Task instructions:
Produce the full set of records below once more, exactly as they stand.
────────────────────
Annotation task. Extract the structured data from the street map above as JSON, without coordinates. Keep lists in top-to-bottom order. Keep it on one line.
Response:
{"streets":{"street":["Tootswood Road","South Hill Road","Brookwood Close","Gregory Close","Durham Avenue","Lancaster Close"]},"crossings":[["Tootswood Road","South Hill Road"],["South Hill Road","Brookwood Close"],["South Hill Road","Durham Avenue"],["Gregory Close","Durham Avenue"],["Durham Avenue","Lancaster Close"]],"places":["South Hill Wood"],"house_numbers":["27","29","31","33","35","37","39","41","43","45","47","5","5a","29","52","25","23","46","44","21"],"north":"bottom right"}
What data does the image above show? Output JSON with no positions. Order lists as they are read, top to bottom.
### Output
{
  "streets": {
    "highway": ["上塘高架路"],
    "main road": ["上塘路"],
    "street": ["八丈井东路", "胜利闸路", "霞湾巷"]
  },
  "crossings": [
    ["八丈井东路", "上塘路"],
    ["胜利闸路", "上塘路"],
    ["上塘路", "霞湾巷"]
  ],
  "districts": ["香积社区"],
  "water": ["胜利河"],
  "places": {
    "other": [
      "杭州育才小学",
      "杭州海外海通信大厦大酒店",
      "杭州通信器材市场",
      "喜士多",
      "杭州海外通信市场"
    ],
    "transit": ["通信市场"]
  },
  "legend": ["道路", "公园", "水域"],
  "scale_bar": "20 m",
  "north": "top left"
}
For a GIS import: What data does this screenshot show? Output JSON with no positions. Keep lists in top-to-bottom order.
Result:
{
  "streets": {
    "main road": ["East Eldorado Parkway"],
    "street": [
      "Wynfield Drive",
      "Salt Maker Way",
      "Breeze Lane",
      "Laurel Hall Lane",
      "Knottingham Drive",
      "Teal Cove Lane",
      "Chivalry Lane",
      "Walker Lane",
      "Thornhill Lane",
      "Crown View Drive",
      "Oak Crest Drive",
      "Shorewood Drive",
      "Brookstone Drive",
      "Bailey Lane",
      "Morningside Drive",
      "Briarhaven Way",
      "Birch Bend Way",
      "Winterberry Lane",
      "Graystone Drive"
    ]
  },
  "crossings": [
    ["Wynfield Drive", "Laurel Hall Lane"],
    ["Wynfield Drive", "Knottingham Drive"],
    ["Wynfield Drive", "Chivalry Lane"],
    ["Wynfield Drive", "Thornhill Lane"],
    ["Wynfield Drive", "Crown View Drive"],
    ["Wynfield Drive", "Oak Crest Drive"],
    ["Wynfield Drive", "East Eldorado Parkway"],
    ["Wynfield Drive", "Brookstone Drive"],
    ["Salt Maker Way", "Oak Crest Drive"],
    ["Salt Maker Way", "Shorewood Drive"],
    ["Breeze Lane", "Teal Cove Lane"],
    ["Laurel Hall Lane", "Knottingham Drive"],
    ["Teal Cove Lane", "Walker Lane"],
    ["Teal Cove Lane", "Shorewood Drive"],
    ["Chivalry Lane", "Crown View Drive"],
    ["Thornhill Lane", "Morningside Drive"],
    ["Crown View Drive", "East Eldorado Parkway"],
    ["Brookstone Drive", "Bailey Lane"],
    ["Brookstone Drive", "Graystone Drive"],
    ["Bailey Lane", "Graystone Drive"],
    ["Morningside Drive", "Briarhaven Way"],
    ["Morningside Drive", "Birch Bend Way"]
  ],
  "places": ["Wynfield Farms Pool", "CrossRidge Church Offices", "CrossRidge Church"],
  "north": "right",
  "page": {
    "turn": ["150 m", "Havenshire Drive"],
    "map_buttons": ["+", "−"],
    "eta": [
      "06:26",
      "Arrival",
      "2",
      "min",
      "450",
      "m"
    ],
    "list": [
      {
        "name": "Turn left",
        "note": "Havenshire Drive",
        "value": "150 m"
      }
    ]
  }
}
────────────────────
Written response:
Annotation task. Extract the structured data from the street map above as JSON, without coordinates. Keep lists in top-to-bottom order. Keep it on one line.
Response:
{"streets":{"street":["Tootswood Road","South Hill Road","Brookwood Close","Gregory Close","Durham Avenue","Lancaster Close"]},"crossings":[["Tootswood Road","South Hill Road"],["South Hill Road","Brookwood Close"],["South Hill Road","Durham Avenue"],["Gregory Close","Durham Avenue"],["Durham Avenue","Lancaster Close"]],"places":["South Hill Wood"],"house_numbers":["27","29","31","33","35","37","39","41","43","45","47","5","5a","29","52","25","23","46","44","21"],"north":"bottom right"}
What data does the image above show? Output JSON with no positions. Order lists as they are read, top to bottom.
### Output
{
  "streets": {
    "highway": ["上塘高架路"],
    "main road": ["上塘路"],
    "street": ["八丈井东路", "胜利闸路", "霞湾巷"]
  },
  "crossings": [
    ["八丈井东路", "上塘路"],
    ["胜利闸路", "上塘路"],
    ["上塘路", "霞湾巷"]
  ],
  "districts": ["香积社区"],
  "water": ["胜利河"],
  "places": {
    "other": [
      "杭州育才小学",
      "杭州海外海通信大厦大酒店",
      "杭州通信器材市场",
      "喜士多",
      "杭州海外通信市场"
    ],
    "transit": ["通信市场"]
  },
  "legend": ["道路", "公园", "水域"],
  "scale_bar": "20 m",
  "north": "top left"
}
For a GIS import: What data does this screenshot show? Output JSON with no positions. Keep lists in top-to-bottom order.
Result:
{
  "streets": {
    "main road": ["East Eldorado Parkway"],
    "street": [
      "Wynfield Drive",
      "Salt Maker Way",
      "Breeze Lane",
      "Laurel Hall Lane",
      "Knottingham Drive",
      "Teal Cove Lane",
      "Chivalry Lane",
      "Walker Lane",
      "Thornhill Lane",
      "Crown View Drive",
      "Oak Crest Drive",
      "Shorewood Drive",
      "Brookstone Drive",
      "Bailey Lane",
      "Morningside Drive",
      "Briarhaven Way",
      "Birch Bend Way",
      "Winterberry Lane",
      "Graystone Drive"
    ]
  },
  "crossings": [
    ["Wynfield Drive", "Laurel Hall Lane"],
    ["Wynfield Drive", "Knottingham Drive"],
    ["Wynfield Drive", "Chivalry Lane"],
    ["Wynfield Drive", "Thornhill Lane"],
    ["Wynfield Drive", "Crown View Drive"],
    ["Wynfield Drive", "Oak Crest Drive"],
    ["Wynfield Drive", "East Eldorado Parkway"],
    ["Wynfield Drive", "Brookstone Drive"],
    ["Salt Maker Way", "Oak Crest Drive"],
    ["Salt Maker Way", "Shorewood Drive"],
    ["Breeze Lane", "Teal Cove Lane"],
    ["Laurel Hall Lane", "Knottingham Drive"],
    ["Teal Cove Lane", "Walker Lane"],
    ["Teal Cove Lane", "Shorewood Drive"],
    ["Chivalry Lane", "Crown View Drive"],
    ["Thornhill Lane", "Morningside Drive"],
    ["Crown View Drive", "East Eldorado Parkway"],
    ["Brookstone Drive", "Bailey Lane"],
    ["Brookstone Drive", "Graystone Drive"],
    ["Bailey Lane", "Graystone Drive"],
    ["Morningside Drive", "Briarhaven Way"],
    ["Morningside Drive", "Birch Bend Way"]
  ],
  "places": ["Wynfield Farms Pool", "CrossRidge Church Offices", "CrossRidge Church"],
  "north": "right",
  "page": {
    "turn": ["150 m", "Havenshire Drive"],
    "map_buttons": ["+", "−"],
    "eta": [
      "06:26",
      "Arrival",
      "2",
      "min",
      "450",
      "m"
    ],
    "list": [
      {
        "name": "Turn left",
        "note": "Havenshire Drive",
        "value": "150 m"
      }
    ]
  }
}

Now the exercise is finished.